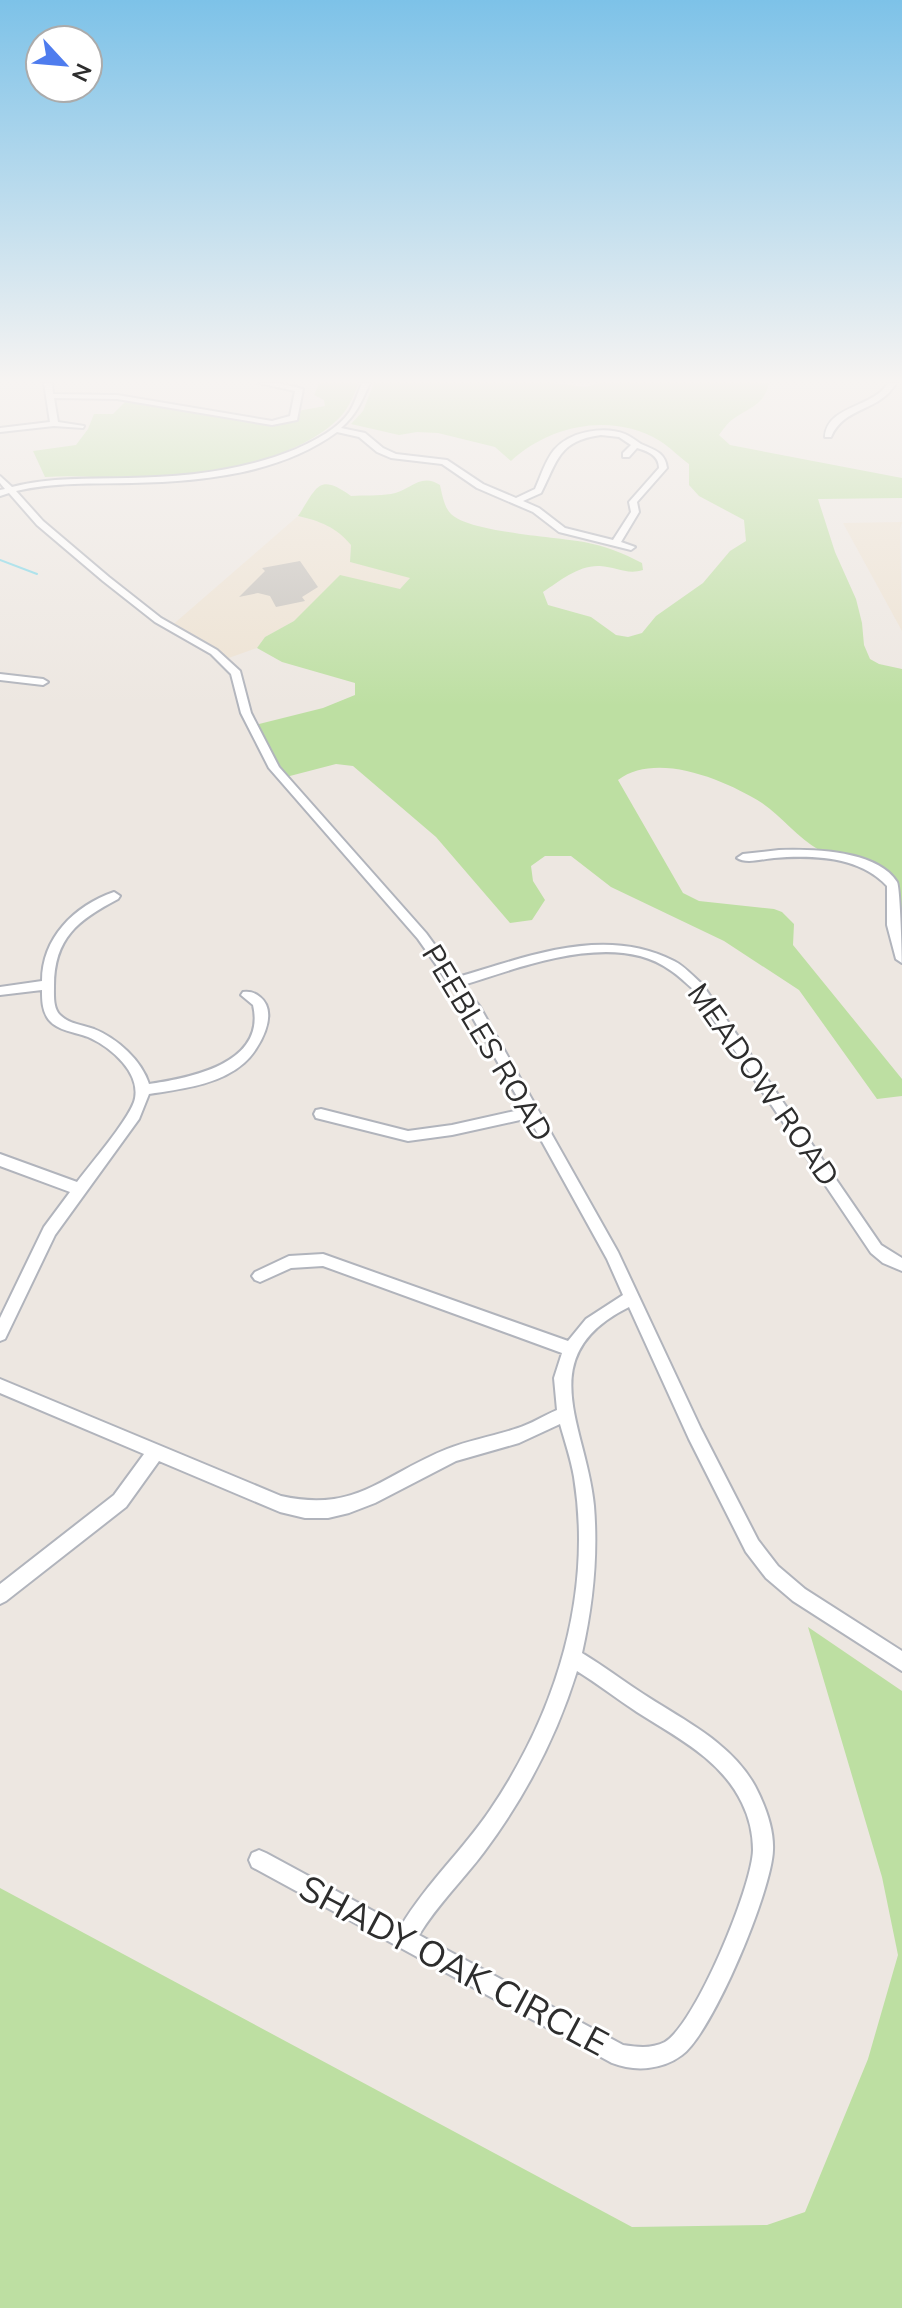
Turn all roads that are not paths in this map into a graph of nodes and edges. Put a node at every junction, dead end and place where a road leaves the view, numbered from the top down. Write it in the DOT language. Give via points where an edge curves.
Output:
graph roads {
  1 [pos="5,491"];
  2 [pos="492,491"];
  3 [pos="538,491"];
  4 [pos="643,491"];
  5 [pos="517,501"];
  6 [pos="616,542"];
  7 [pos="631,547"];
  8 [pos="0,677"];
  9 [pos="43,682"];
  10 [pos="743,858"];
  11 [pos="114,896"];
  12 [pos="902,959"];
  13 [pos="457,982"];
  14 [pos="47,985"];
  15 [pos="0,991"];
  16 [pos="247,995"];
  17 [pos="145,1090"];
  18 [pos="530,1113"];
  19 [pos="321,1114"];
  20 [pos="0,1160"];
  21 [pos="79,1189"];
  22 [pos="902,1265"];
  23 [pos="260,1276"];
  24 [pos="632,1298"];
  25 [pos="0,1334"];
  26 [pos="571,1349"];
  27 [pos="0,1386"];
  28 [pos="567,1413"];
  29 [pos="156,1451"];
  30 [pos="0,1595"];
  31 [pos="571,1657"];
  32 [pos="902,1662"];
  33 [pos="259,1860"];
  34 [pos="406,1937"];
  1 -- 13 [label="street, PEEBLES ROAD" via="146,611 231,667 240,681 251,726 274,768"];
  2 -- 5 [label="street"];
  3 -- 5 [label="street"];
  4 -- 6 [label="street"];
  5 -- 6 [label="street" via="567,532"];
  6 -- 7 [label="street"];
  8 -- 9 [label="street"];
  10 -- 12 [label="street" via="820,855 881,872 893,885 893,925"];
  11 -- 14 [label="street" via="83,912 61,933 51,951"];
  13 -- 18 [label="street, PEEBLES ROAD"];
  13 -- 22 [label="street, MEADOW ROAD" via="603,947 635,950 677,967 698,987 876,1249"];
  14 -- 15 [label="street"];
  14 -- 17 [label="street" via="55,1018 105,1040 136,1068"];
  16 -- 17 [label="street" via="258,1002 262,1015 243,1055 204,1079"];
  17 -- 21 [label="street" via="134,1115"];
  18 -- 19 [label="street" via="408,1136"];
  18 -- 24 [label="street, PEEBLES ROAD" via="590,1213"];
  20 -- 21 [label="street"];
  21 -- 25 [label="street" via="41,1244"];
  23 -- 26 [label="street" via="289,1262 323,1260"];
  24 -- 26 [label="street" via="596,1319"];
  24 -- 32 [label="street, PEEBLES ROAD" via="762,1560 799,1595"];
  26 -- 28 [label="street" via="562,1380"];
  27 -- 29 [label="street"];
  28 -- 29 [label="street" via="530,1431 451,1455 363,1502 325,1510 280,1504"];
  28 -- 31 [label="street" via="586,1525 585,1585"];
  29 -- 30 [label="street" via="120,1501"];
  31 -- 34 [label="street" via="515,1789"];
  31 -- 34 [label="street, SHADY OAK CIRCLE" via="715,1753 745,1788 757,1817 763,1851 759,1881 688,2035 669,2051 644,2058 620,2055"];
  33 -- 34 [label="street, SHADY OAK CIRCLE"];
}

--

_ASSIGNED TASK:_
Copy out all lines of the material above in which "SHADY" occurs.

_EXERCISE OUTPUT:_
  31 -- 34 [label="street, SHADY OAK CIRCLE" via="715,1753 745,1788 757,1817 763,1851 759,1881 688,2035 669,2051 644,2058 620,2055"];
  33 -- 34 [label="street, SHADY OAK CIRCLE"];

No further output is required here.